だからたくさんそういうものを作りたいし、伝えたり、人と話して知りたい。

私は人の話に興味がある。それは物語が好きであるからだ。言葉や文章がその人の目や脳を通って出てくるからだ。
感情を表す言葉はあるけれど、感情はもともと言葉の形を持っているわけではなく、私たちは感情を表すとき、各々適切であろう言葉を仕方なく選んで使っている。その道中を、感じたい。
そして同じくらい、人にそんな話をしたい。知って欲しい。私はとってもおしゃべりであるから!


自粛期間と、あとオーディションの掲載期間が始まって、いろんな時間の中で改めて自分のことを見直した。
そしてやっぱり、このnoteのような場所で、自分の物語を見てもらうことが、今1番やりたいと思い直した。
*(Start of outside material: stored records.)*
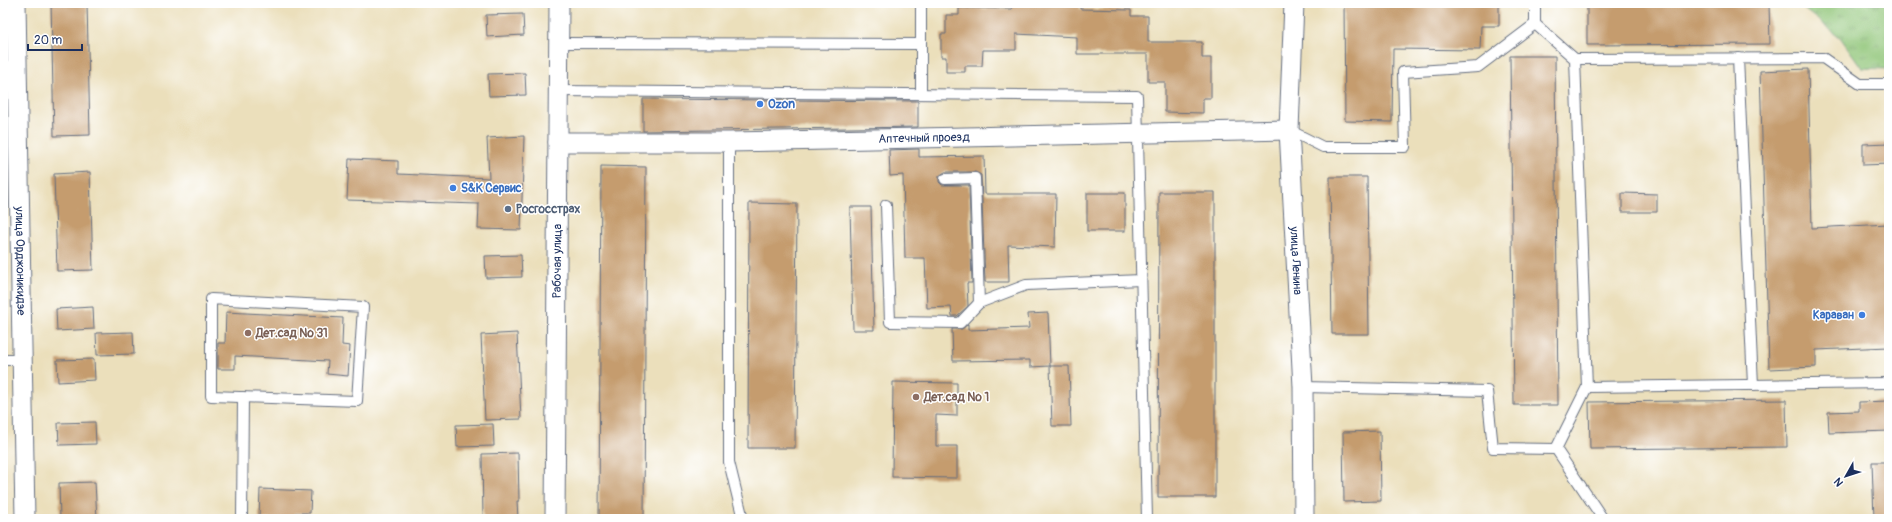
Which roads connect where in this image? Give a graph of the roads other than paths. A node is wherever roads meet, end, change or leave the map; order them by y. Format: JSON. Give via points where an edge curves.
{"nodes":[{"id":1,"x":16,"y":3,"type":"edge"},
{"id":2,"x":559,"y":3,"type":"edge"},
{"id":3,"x":921,"y":3,"type":"edge"},
{"id":4,"x":1294,"y":3,"type":"edge"},
{"id":5,"x":1535,"y":3,"type":"edge"},
{"id":6,"x":1536,"y":24,"type":"junction"},
{"id":7,"x":559,"y":43,"type":"junction"},
{"id":8,"x":921,"y":44,"type":"junction"},
{"id":9,"x":1738,"y":58,"type":"junction"},
{"id":10,"x":1575,"y":59,"type":"junction"},
{"id":11,"x":1889,"y":84,"type":"edge"},
{"id":12,"x":558,"y":91,"type":"junction"},
{"id":13,"x":921,"y":94,"type":"junction"},
{"id":14,"x":1289,"y":130,"type":"junction"},
{"id":15,"x":1138,"y":134,"type":"junction"},
{"id":16,"x":558,"y":142,"type":"junction"},
{"id":17,"x":729,"y":142,"type":"junction"},
{"id":18,"x":945,"y":179,"type":"dead end"},
{"id":19,"x":886,"y":205,"type":"dead end"},
{"id":20,"x":1141,"y":280,"type":"junction"},
{"id":21,"x":979,"y":303,"type":"junction"},
{"id":22,"x":3,"y":360,"type":"edge"},
{"id":23,"x":22,"y":360,"type":"junction"},
{"id":24,"x":1889,"y":383,"type":"edge"},
{"id":25,"x":1753,"y":385,"type":"junction"},
{"id":26,"x":1587,"y":387,"type":"junction"},
{"id":27,"x":1303,"y":388,"type":"junction"},
{"id":28,"x":243,"y":397,"type":"junction"},
{"id":29,"x":1556,"y":449,"type":"junction"},
{"id":30,"x":25,"y":519,"type":"edge"},
{"id":31,"x":242,"y":519,"type":"edge"},
{"id":32,"x":556,"y":519,"type":"edge"},
{"id":33,"x":743,"y":519,"type":"edge"},
{"id":34,"x":1146,"y":519,"type":"edge"},
{"id":35,"x":1304,"y":519,"type":"edge"},
{"id":36,"x":1603,"y":519,"type":"edge"}],
"edges":[{"from":1,"to":23,"type":"street","name":"улица Орджоникидзе"},
{"from":2,"to":7,"type":"street","name":"Рабочая улица"},
{"from":3,"to":8,"type":"lane"},
{"from":4,"to":14,"type":"street","name":"улица Ленина"},
{"from":5,"to":6,"type":"lane"},
{"from":6,"to":10,"type":"lane"},
{"from":6,"to":14,"type":"lane","via":[[1478,67],[1403,72],[1405,147],[1323,147]]},
{"from":7,"to":8,"type":"lane"},
{"from":7,"to":12,"type":"street","name":"Рабочая улица"},
{"from":8,"to":13,"type":"lane"},
{"from":9,"to":10,"type":"lane"},
{"from":9,"to":11,"type":"lane","via":[[1823,58],[1860,84]]},
{"from":9,"to":25,"type":"lane"},
{"from":10,"to":26,"type":"lane"},
{"from":12,"to":13,"type":"lane"},
{"from":12,"to":16,"type":"street","name":"Рабочая улица"},
{"from":13,"to":15,"type":"lane","via":[[1137,96]]},
{"from":14,"to":15,"type":"street","name":"Аптечный проезд"},
{"from":14,"to":27,"type":"street","name":"улица Ленина"},
{"from":15,"to":17,"type":"street","name":"Аптечный проезд"},
{"from":15,"to":20,"type":"lane"},
{"from":16,"to":17,"type":"street","name":"Аптечный проезд"},
{"from":16,"to":32,"type":"street","name":"Рабочая улица"},
{"from":17,"to":33,"type":"lane","via":[[729,462]]},
{"from":18,"to":21,"type":"lane","via":[[975,178]]},
{"from":19,"to":21,"type":"lane","via":[[890,322],[960,323]]},
{"from":20,"to":21,"type":"lane","via":[[1026,284]]},
{"from":20,"to":34,"type":"lane"},
{"from":22,"to":23,"type":"lane"},
{"from":23,"to":30,"type":"street","name":"улица Орджоникидзе"},
{"from":24,"to":25,"type":"lane"},
{"from":25,"to":26,"type":"lane"},
{"from":26,"to":29,"type":"lane"},
{"from":27,"to":29,"type":"lane","via":[[1487,391],[1493,448]]},
{"from":27,"to":35,"type":"street","name":"улица Ленина"},
{"from":28,"to":28,"type":"lane","via":[[211,396],[212,299],[363,307],[357,401]]},
{"from":28,"to":31,"type":"lane"},
{"from":29,"to":36,"type":"lane"}]}
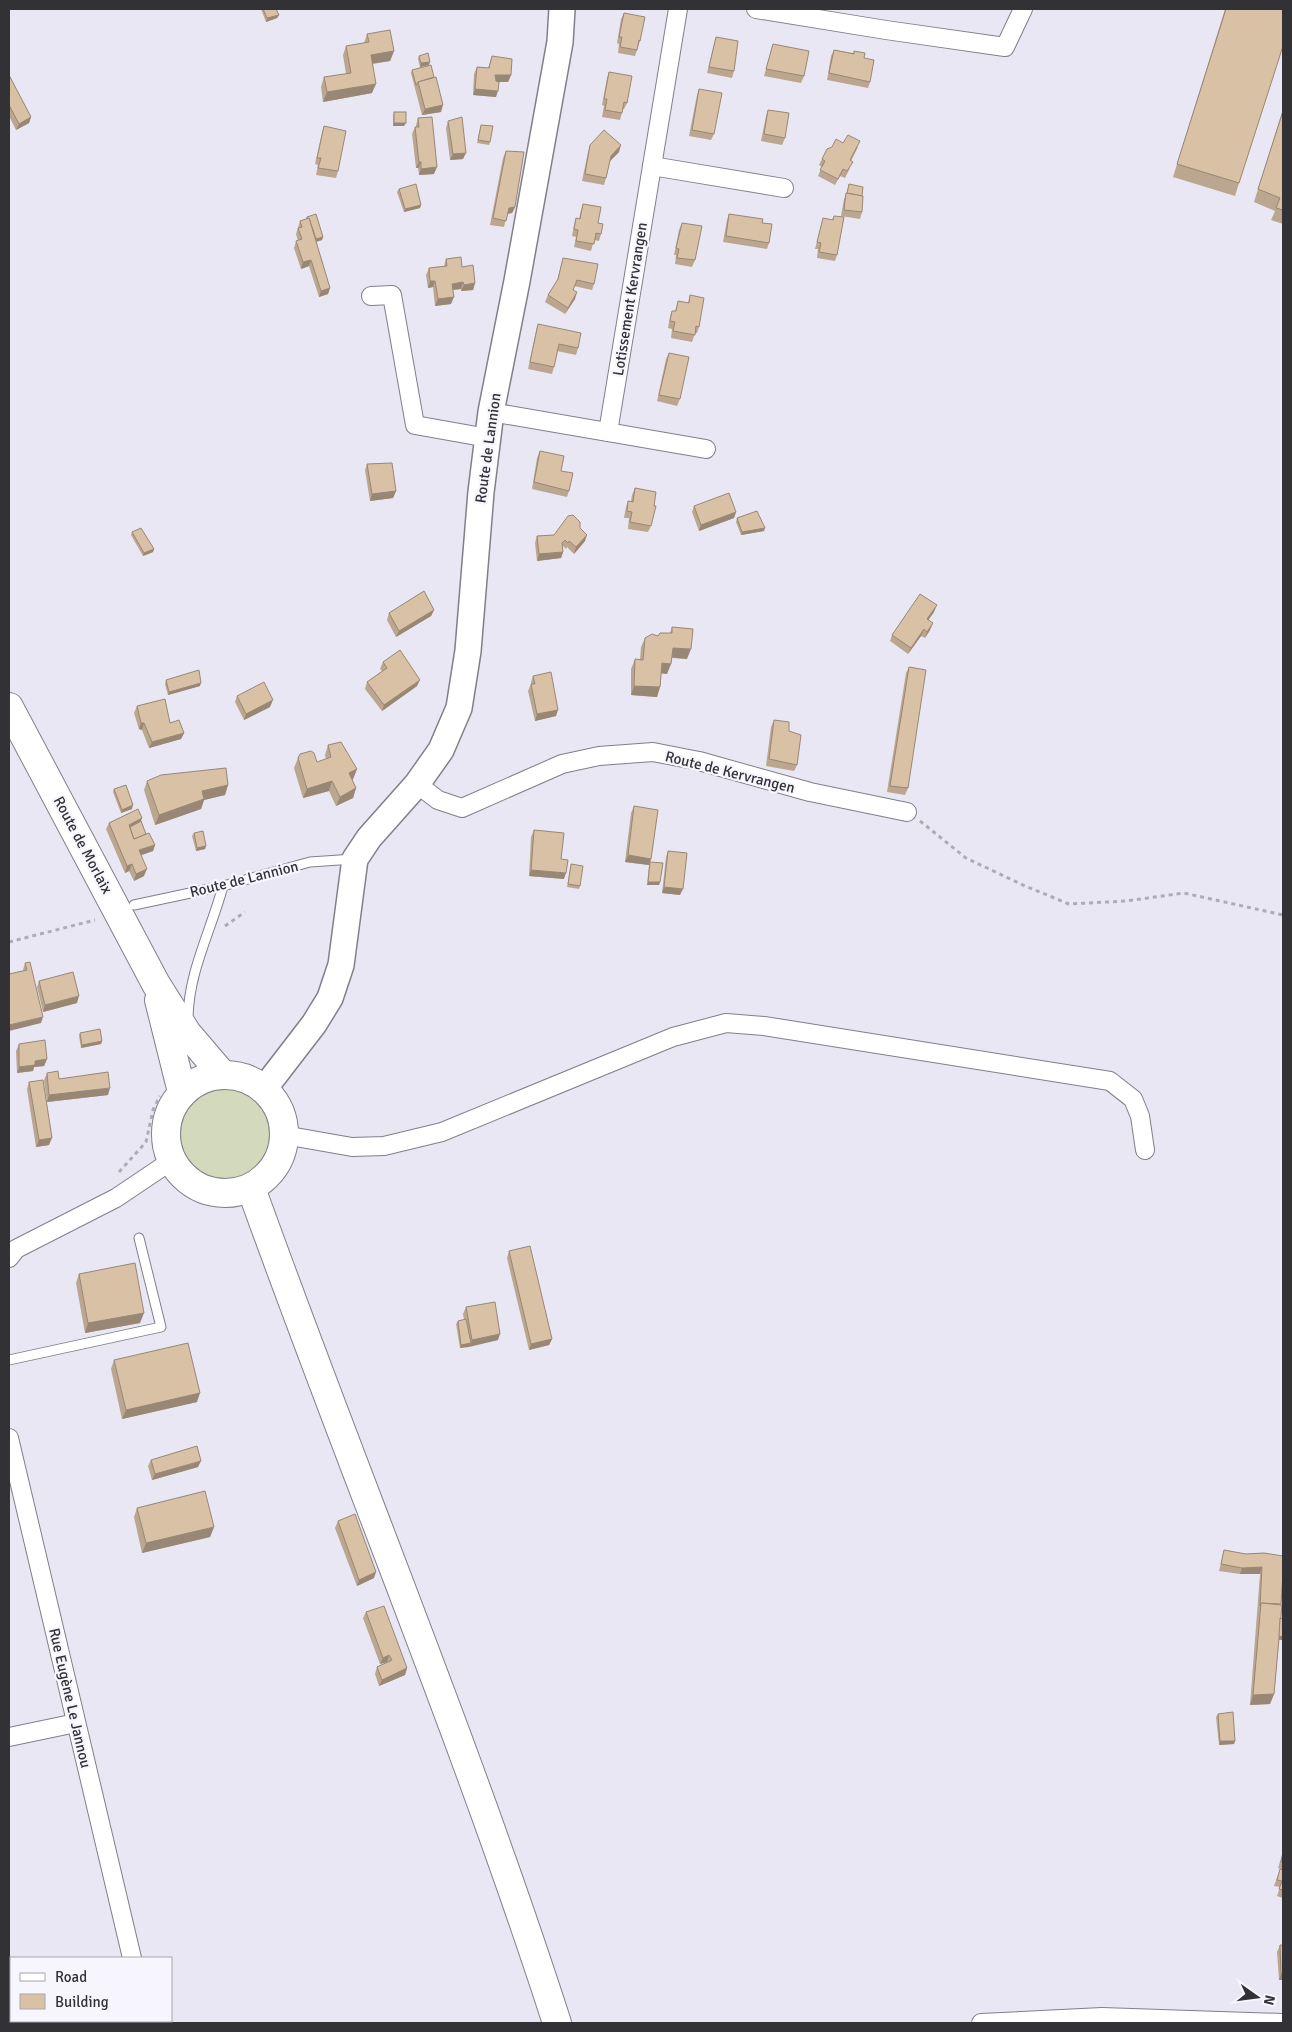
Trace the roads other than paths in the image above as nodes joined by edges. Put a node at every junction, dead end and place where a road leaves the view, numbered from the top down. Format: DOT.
graph roads {
  1 [pos="562,9"];
  2 [pos="678,9"];
  3 [pos="756,9"];
  4 [pos="1024,9"];
  5 [pos="813,13"];
  6 [pos="652,166"];
  7 [pos="784,188"];
  8 [pos="371,296"];
  9 [pos="491,412"];
  10 [pos="608,432"];
  11 [pos="488,438"];
  12 [pos="706,449"];
  13 [pos="9,706"];
  14 [pos="417,784"];
  15 [pos="907,812"];
  16 [pos="355,859"];
  17 [pos="223,886"];
  18 [pos="126,908"];
  19 [pos="156,984"];
  20 [pos="187,1033"];
  21 [pos="222,1074"];
  22 [pos="264,1089"];
  23 [pos="171,1094"];
  24 [pos="284,1135"];
  25 [pos="1145,1150"];
  26 [pos="171,1161"];
  27 [pos="251,1188"];
  28 [pos="139,1238"];
  29 [pos="9,1258"];
  30 [pos="9,1360"];
  31 [pos="9,1438"];
  32 [pos="76,1723"];
  33 [pos="9,1737"];
  34 [pos="132,1957"];
  35 [pos="557,2023"];
  36 [pos="981,2023"];
  37 [pos="1283,2023"];
  1 -- 9 [label="street, Route de Lannion"];
  2 -- 6 [label="street, Lotissement Kervrangen"];
  3 -- 5 [label="street"];
  4 -- 5 [label="street"];
  6 -- 7 [label="street"];
  6 -- 10 [label="street, Lotissement Kervrangen"];
  8 -- 11 [label="street"];
  9 -- 10 [label="street"];
  9 -- 11 [label="street, Route de Lannion"];
  10 -- 12 [label="street"];
  11 -- 14 [label="street, Route de Lannion"];
  13 -- 18 [label="main road, Route de Morlaix"];
  14 -- 15 [label="street, Route de Kervrangen"];
  14 -- 16 [label="street, Route de Lannion"];
  16 -- 17 [label="lane, Route de Lannion"];
  16 -- 22 [label="street, Route de Lannion"];
  17 -- 18 [label="lane, Route de Lannion"];
  17 -- 20 [label="lane"];
  18 -- 19 [label="main road, Route de Morlaix"];
  19 -- 20 [label="main road, Route de Morlaix"];
  19 -- 23 [label="main road, Route de Morlaix"];
  20 -- 21 [label="main road, Route de Morlaix"];
  21 -- 22 [label="main road"];
  21 -- 23 [label="main road"];
  22 -- 24 [label="main road"];
  23 -- 26 [label="main road"];
  24 -- 25 [label="street"];
  24 -- 27 [label="main road"];
  26 -- 27 [label="main road"];
  26 -- 29 [label="street"];
  27 -- 35 [label="main road"];
  28 -- 30 [label="lane"];
  31 -- 32 [label="street, Rue Eugène Le Jannou"];
  32 -- 33 [label="street"];
  32 -- 34 [label="street, Rue Eugène Le Jannou"];
  36 -- 37 [label="street"];
}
なので「好きなもの100」というものをやろうと思う。
これはもともと私が大好きな劇団の公式ホームページ内団員紹介の欄にあったもので、(今は多分新しい項目になっているのだが、)団員各々が100個好きなものを挙げて、それについての少しの説明を書いているものだった。そこには「お母さん」から「有名AV女優」「大学の時に通っていた飯屋」まで、さまざな「好き」が並べられていた。
読み物としてもなかなかの量だった千近くにもなる「好きなもの」を読み、わたしはそれに宿る人柄やユーモアに至極感動したのだった。
大切な価値観の構成要因である。

何度も1人で100個を書き連ねてニヤついていた。満を辞して、それを世に放とうと思う。
その時その時で好きなものは変わるから、今のわたしを知ってもらうには丁度いいよね。
今回はその1「銭湯」。
全部がこんなに長いわけではないと思うけど、なるべく、丁寧にやっていく。


どうか見て、そしてもし好きなものが同じなら教えてほしい。




* その時いつも、予約されて夜中に1人で回っている洗濯機を思い出す。1人でに動いている健気さと、その根元にある誰かの行動、その妙を想ってしまうのだった。